Stored entries

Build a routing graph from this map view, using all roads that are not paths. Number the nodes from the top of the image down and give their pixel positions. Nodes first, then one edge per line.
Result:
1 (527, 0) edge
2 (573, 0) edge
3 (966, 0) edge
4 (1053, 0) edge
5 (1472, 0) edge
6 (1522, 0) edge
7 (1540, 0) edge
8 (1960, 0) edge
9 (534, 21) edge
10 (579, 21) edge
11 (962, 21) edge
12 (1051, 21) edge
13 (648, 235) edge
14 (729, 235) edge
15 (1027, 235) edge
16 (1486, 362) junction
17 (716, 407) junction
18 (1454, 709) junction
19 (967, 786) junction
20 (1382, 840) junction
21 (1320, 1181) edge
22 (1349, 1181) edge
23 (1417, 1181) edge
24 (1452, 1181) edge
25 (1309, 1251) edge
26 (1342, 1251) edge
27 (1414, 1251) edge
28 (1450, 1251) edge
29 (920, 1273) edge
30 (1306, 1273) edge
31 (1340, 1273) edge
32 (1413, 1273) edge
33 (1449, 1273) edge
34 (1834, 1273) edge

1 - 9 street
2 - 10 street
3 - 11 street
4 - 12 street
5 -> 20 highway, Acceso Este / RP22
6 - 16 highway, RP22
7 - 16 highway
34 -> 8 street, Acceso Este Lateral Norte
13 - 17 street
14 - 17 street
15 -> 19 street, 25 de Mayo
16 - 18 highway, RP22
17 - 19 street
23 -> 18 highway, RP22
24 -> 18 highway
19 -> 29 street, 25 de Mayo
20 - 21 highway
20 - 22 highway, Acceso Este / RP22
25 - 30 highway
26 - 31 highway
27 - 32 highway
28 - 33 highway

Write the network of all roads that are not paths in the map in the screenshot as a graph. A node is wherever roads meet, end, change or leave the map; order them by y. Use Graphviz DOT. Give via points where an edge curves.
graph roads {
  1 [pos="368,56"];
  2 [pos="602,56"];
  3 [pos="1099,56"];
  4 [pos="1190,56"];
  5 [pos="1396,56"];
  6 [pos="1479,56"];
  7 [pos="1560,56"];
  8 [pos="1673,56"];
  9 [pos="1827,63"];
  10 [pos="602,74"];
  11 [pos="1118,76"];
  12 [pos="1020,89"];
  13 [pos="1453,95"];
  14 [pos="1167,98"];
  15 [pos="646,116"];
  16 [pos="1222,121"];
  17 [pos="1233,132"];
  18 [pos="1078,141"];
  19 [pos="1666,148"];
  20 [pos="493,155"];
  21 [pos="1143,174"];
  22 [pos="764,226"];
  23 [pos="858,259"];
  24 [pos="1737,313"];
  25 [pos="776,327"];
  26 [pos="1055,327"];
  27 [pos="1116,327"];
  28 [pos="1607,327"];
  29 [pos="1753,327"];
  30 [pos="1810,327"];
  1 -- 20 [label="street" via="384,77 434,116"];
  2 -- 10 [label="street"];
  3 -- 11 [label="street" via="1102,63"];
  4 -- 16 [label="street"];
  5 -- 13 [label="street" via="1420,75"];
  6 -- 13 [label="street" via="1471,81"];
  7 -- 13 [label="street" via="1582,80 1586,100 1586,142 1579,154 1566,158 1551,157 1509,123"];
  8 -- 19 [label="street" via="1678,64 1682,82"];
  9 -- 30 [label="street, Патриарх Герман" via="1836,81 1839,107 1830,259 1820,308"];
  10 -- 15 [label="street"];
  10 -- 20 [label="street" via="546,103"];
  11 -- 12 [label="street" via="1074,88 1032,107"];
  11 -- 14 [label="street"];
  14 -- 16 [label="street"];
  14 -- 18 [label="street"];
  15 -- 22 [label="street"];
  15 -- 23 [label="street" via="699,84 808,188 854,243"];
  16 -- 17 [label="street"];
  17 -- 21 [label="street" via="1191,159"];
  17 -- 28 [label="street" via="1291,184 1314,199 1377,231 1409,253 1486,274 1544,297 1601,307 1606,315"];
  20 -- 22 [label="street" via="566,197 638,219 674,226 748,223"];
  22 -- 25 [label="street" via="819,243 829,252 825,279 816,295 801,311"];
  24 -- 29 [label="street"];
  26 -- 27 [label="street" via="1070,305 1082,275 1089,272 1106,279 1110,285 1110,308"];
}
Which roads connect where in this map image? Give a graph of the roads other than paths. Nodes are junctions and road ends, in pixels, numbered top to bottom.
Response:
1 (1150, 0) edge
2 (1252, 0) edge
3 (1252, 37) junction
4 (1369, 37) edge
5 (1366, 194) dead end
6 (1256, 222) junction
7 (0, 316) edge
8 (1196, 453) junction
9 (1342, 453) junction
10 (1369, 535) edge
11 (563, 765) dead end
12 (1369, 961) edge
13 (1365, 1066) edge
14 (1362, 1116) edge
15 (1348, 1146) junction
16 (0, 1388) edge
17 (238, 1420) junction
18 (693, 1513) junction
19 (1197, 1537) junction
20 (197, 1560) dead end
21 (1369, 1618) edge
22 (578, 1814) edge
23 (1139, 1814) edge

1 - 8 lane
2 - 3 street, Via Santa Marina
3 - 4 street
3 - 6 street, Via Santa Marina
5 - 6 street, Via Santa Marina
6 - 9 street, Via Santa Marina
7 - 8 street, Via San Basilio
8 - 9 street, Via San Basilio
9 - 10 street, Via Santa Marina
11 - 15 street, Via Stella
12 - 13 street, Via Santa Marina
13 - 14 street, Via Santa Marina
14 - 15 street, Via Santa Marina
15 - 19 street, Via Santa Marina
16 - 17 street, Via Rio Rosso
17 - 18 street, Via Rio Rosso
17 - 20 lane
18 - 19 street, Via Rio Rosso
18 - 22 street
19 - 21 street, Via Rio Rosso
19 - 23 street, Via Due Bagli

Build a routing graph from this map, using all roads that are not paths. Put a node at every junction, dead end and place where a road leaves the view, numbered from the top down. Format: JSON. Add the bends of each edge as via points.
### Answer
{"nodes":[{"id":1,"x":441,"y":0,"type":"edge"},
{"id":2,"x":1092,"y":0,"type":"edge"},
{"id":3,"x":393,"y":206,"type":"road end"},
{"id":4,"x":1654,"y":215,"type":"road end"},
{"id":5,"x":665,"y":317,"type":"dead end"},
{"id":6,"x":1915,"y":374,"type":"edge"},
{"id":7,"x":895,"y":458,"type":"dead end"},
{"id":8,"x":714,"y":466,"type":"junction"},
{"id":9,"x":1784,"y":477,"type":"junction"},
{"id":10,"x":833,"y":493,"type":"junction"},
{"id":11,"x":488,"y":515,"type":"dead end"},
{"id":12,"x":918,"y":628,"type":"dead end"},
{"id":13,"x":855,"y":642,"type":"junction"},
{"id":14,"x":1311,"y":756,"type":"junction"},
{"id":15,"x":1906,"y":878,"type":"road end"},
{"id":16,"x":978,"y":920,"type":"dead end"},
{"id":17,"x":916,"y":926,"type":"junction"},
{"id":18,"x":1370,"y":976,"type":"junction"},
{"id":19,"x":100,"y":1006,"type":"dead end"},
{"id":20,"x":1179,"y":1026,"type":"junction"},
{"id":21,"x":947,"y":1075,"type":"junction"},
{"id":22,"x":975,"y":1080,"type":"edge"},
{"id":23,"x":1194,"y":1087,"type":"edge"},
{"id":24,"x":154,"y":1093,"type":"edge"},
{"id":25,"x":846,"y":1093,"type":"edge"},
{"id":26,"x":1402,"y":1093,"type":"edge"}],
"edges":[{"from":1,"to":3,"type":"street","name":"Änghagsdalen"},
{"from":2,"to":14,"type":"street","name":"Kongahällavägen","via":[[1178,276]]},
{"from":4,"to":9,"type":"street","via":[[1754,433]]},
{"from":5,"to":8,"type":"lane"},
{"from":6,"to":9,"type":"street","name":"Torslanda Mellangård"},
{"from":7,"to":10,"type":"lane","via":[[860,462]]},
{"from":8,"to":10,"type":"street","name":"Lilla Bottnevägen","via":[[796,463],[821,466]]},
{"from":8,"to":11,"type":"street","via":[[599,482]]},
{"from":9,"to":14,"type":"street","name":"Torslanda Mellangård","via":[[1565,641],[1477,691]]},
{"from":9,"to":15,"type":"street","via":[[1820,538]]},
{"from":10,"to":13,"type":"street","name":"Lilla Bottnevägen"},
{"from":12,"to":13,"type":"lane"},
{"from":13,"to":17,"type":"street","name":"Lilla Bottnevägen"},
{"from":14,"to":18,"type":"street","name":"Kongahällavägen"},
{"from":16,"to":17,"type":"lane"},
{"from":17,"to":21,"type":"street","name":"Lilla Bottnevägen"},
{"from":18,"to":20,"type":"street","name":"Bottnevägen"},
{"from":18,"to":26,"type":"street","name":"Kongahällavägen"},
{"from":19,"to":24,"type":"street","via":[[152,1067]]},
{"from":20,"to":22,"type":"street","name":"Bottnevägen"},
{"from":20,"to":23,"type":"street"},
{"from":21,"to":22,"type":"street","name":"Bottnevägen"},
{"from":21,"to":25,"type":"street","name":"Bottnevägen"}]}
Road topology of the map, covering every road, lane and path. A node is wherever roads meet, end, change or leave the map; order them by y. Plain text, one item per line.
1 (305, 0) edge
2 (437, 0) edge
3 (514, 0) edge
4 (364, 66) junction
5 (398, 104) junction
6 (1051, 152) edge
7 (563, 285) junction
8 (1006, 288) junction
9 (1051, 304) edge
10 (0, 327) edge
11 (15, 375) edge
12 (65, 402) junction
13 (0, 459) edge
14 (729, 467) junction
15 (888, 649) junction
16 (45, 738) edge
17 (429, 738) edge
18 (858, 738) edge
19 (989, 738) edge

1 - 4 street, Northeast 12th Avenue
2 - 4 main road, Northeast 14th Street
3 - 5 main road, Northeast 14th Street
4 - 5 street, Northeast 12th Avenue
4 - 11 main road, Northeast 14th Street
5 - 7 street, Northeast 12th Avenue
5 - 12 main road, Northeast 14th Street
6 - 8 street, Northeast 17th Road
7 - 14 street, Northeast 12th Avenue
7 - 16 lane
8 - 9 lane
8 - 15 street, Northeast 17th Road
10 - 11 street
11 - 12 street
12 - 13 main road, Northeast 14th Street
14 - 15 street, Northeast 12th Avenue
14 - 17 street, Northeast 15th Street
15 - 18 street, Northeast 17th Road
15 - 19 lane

▸ **What the task requires**
Find every line in the records that has the word "Mellangård". Copy those lines.

▸ **Response to this exercise**
{"from":6,"to":9,"type":"street","name":"Torslanda Mellangård"},
{"from":9,"to":14,"type":"street","name":"Torslanda Mellangård","via":[[1565,641],[1477,691]]},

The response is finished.